In May, Professor Roger Keil, from York University, will be at UFMG as a guest in the FUNDEP/IEAT Chairs program. During his stay at the university, the professor will give seminars and a conference open to the public on the process of global suburbanization.

On May 9, Professor Roger Keil will give the Great Conference Mobilities, microbes, metabolisms: infectious disease in the suburban century. The activity will take place in Auditorium 1 of the Faculty of Economic Sciences at UFMG, at 2:30 pm.

To participate in the conference, you must register through the UFMG Event Management system. Anyone who registers and signs the attendance list will be entitled to a certificate. The conference will be held in English, with simultaneous translation into Portuguese.

Global suburbanization – defined by peripheral growth in cities and towns around the world – has increased mobilities between human communities and between humans and non-human nature. In many parts of the globe, rural-urban migration continues, with the presence of urban regions extending further into previously non-urbanized areas, and formerly urbanized spatial relationships are being redefined through complex processes of post-suburbanization.

“In other words, as urban planner AbdouMaliq Simone of the University of Sheffield in England reminds us, it is not entirely clear where the urban ends, as there are many intertwined movements underway between people moving between the urban and non-urban worlds. previously dichotomized. These movements drastically altered the relationships between global suburbanization and infectious disease, shifting metabolic fluxes across vast expanses of urbanized terrain and beyond.” – highlights Professor Roger Keil.

At the conference, Professor Roger Keil intends to explain that such aspects can be usefully studied in the epistemic domains of suburban political ecology and political pathology, as they are two conceptual and empirical domains that speak specifically about the breaking of boundaries and lines between the urban and the rural, the social and the natural, and the built and the unbuilt. “Indeed, neither the embodied movement of disease (through pathogens such as viruses and bacteria in human and animal bodies) nor the boundless metabolism of the political ecologies of the sprawling city can be meaningfully observed, contained, and explained in the ancient structure of the interior. urban and suburban exterior” – concludes Professor Roger Keil.

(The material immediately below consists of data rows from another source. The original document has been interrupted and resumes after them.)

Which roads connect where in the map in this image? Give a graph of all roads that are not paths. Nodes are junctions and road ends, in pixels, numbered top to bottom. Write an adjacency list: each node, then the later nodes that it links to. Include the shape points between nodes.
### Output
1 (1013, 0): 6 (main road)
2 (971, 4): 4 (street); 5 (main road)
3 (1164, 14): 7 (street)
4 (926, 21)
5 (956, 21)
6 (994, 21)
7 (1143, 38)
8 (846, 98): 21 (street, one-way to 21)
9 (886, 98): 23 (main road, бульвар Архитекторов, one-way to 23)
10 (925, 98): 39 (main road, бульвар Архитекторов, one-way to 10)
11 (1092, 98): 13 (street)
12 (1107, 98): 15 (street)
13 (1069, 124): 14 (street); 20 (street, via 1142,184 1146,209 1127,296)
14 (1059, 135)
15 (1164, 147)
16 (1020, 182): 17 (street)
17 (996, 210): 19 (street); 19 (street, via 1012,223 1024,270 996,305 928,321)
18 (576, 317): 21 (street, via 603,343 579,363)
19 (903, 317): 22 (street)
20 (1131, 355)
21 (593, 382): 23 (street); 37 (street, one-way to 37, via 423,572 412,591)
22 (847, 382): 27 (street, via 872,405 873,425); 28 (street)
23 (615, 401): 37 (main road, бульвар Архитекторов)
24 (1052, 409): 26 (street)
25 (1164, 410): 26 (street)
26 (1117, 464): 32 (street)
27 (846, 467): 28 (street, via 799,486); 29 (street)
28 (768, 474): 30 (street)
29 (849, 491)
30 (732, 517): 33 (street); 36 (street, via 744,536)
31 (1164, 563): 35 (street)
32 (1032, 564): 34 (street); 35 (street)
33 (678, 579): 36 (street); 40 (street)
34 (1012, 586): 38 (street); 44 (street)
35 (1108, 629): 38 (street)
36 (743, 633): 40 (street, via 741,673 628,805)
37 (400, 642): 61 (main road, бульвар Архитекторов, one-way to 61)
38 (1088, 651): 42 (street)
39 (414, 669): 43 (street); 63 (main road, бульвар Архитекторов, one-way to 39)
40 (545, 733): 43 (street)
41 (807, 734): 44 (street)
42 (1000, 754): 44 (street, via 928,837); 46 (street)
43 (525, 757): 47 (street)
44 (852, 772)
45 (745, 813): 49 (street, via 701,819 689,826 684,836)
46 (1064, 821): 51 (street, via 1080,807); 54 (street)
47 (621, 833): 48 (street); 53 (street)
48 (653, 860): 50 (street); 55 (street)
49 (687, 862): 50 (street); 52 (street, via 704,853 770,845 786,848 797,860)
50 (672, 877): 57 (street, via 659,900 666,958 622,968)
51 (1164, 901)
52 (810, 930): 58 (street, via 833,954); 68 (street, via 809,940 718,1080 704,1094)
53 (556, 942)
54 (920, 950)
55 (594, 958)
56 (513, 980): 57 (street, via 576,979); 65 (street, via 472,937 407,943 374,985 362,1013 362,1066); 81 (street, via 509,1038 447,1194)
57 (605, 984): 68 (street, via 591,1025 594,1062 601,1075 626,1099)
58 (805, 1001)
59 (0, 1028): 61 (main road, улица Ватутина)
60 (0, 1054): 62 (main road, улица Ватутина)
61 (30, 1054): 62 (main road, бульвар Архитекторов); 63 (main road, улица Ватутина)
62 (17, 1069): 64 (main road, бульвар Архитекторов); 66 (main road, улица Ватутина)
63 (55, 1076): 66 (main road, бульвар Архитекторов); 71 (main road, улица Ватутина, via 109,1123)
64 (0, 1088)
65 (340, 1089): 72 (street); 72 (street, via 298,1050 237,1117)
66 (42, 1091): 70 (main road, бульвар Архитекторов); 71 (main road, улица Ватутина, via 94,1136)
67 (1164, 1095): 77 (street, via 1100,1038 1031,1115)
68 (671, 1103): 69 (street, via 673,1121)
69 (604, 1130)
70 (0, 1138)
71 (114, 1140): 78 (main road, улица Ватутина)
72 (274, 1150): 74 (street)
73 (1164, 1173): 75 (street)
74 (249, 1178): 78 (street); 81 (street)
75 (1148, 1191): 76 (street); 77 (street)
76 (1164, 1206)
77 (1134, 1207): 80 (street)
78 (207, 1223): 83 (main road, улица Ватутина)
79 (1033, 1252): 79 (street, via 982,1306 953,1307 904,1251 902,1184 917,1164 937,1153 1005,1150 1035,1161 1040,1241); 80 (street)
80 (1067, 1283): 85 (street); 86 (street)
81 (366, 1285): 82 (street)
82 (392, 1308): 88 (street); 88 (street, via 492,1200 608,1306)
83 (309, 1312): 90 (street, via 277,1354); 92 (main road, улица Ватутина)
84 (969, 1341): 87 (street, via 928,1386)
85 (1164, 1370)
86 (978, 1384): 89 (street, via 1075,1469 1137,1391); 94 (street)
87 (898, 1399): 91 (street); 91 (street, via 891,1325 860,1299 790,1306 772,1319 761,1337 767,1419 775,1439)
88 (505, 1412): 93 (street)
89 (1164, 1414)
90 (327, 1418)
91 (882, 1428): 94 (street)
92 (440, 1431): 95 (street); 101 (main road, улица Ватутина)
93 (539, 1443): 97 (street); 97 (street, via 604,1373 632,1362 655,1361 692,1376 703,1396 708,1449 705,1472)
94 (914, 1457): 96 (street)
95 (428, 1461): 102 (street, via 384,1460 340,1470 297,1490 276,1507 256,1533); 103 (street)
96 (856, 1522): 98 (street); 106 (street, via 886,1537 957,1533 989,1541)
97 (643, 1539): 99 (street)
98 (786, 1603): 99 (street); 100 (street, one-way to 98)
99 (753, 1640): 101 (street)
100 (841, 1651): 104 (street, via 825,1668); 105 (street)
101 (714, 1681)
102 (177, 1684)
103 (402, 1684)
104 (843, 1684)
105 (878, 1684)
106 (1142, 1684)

Seminars at UFMG address life in urban society and the outskirts of cities in the context of the climate emergency

On May 4th, Professor Roger Keil will give the Seminar “After Suburbia: Living in urban society” in the postgraduate program in Economics (Cedeplar), at 2 pm, in a location to be confirmed. The seminar will be in English, without simultaneous translation. On the 11th of May, Professor Roger Keil will be at the Seminar “Political ecology beyond the city: Situated peripheries and the challenge of the climate emergency” at the Auditorium of the Institute of Geosciences of UFMG, also at 2 pm. Both seminars are open to the public and do not require registration to attend.

About the professor

Roger Keil is a professor at the Faculty of Environmental and Urban Change, York University. He researches global suburbanization, urban political ecology, cities and infectious diseases, infrastructure and regional governance. Among his publications are Suburban Planet (Polity, 2018) and After Suburbia (UTP, ed. with Fulong Wu, 2022), as well as Pandemic Urbanism (Polity, 2023) and Turning Up the Heat: Urban policy ecology for a Climate Emergency (MUP , ed. with Kaika, Mandler, and Tzaninis, 2023). Co-founder of the International Network for Urban Research and Action (INURA) (INURA), he was the inaugural director of the CITY Institute at York University, and was co-editor of the International Journal of Urban and Regional Research.